L'Opération Georgette
Le musée s'attachera à expliquer, notamment par des photos et des cartes, la bataille du Mont Kemmel et, plus largement l'opération Georgette qui est résumée ci-dessous.
L'Opération Georgette était la seconde des cinq offensives majeures planifiées par le général Ludendorff pour le printemps 1918. A la fin de l'année 1917, l'Etat-Major allemand était conscient que la situation générale de l'Allemagne se dégradait et que les chances de gagner la guerre s'amenuisaient. Le blocus entrepris par la marine britannique a entrainé une dramatique pénurie de denrées alimentaires et de matières premières. En 1917, le traité de paix signé avec la Russie a permis un report de grandes quantités de troupes et d'approvisionnements vers le front occidental, rendant possible un ultime effort des armées allemandes.
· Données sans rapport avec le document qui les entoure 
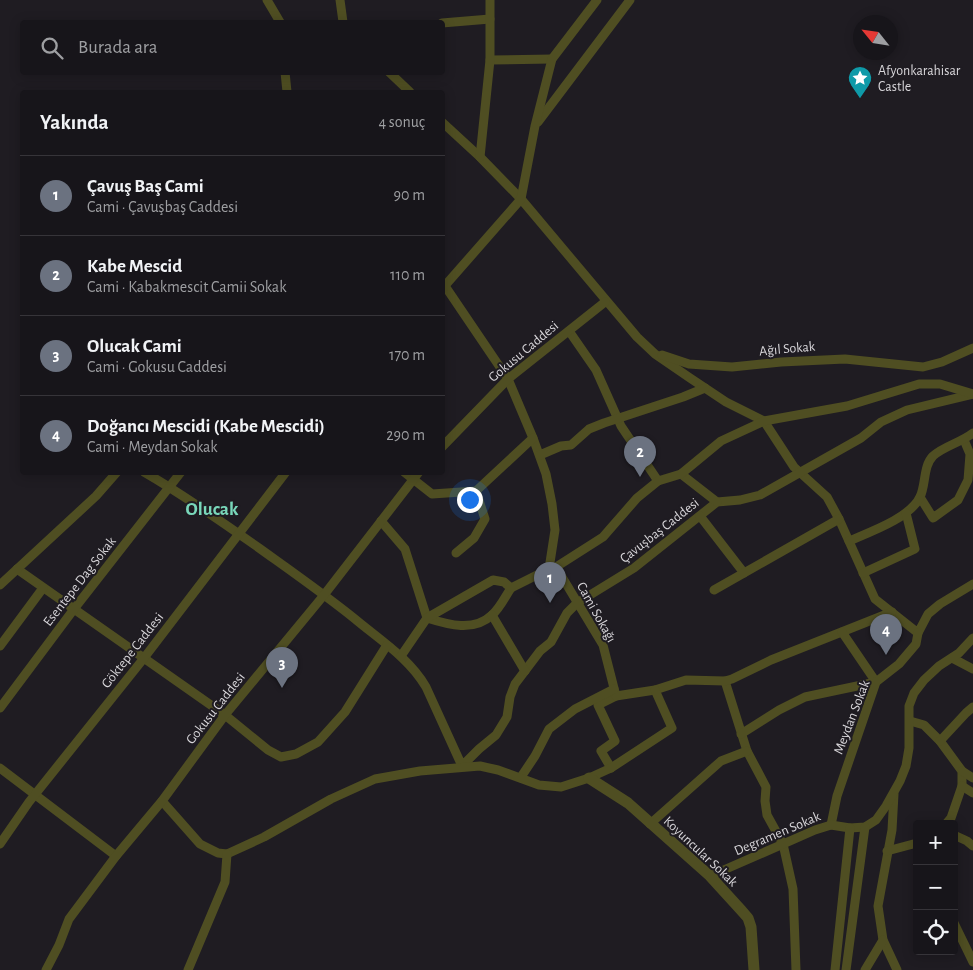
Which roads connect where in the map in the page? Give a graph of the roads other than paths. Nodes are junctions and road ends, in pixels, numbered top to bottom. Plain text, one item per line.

Cet effort constituait vraiment la dernière chance de l'Allemagne; elle perdait des hommes et des ressources qu'elle n'était plus capable de remplacer. En revanche, les Alliés se renforçaient grâce à un afflux croissant de personnel et d'approvisionnements venant d'Amérique. Ainsi, à la fin de la guerre, les Etats-Unis avaient déployé deux millions d'hommes en Europe et deux autres millions étaient à l'instruction.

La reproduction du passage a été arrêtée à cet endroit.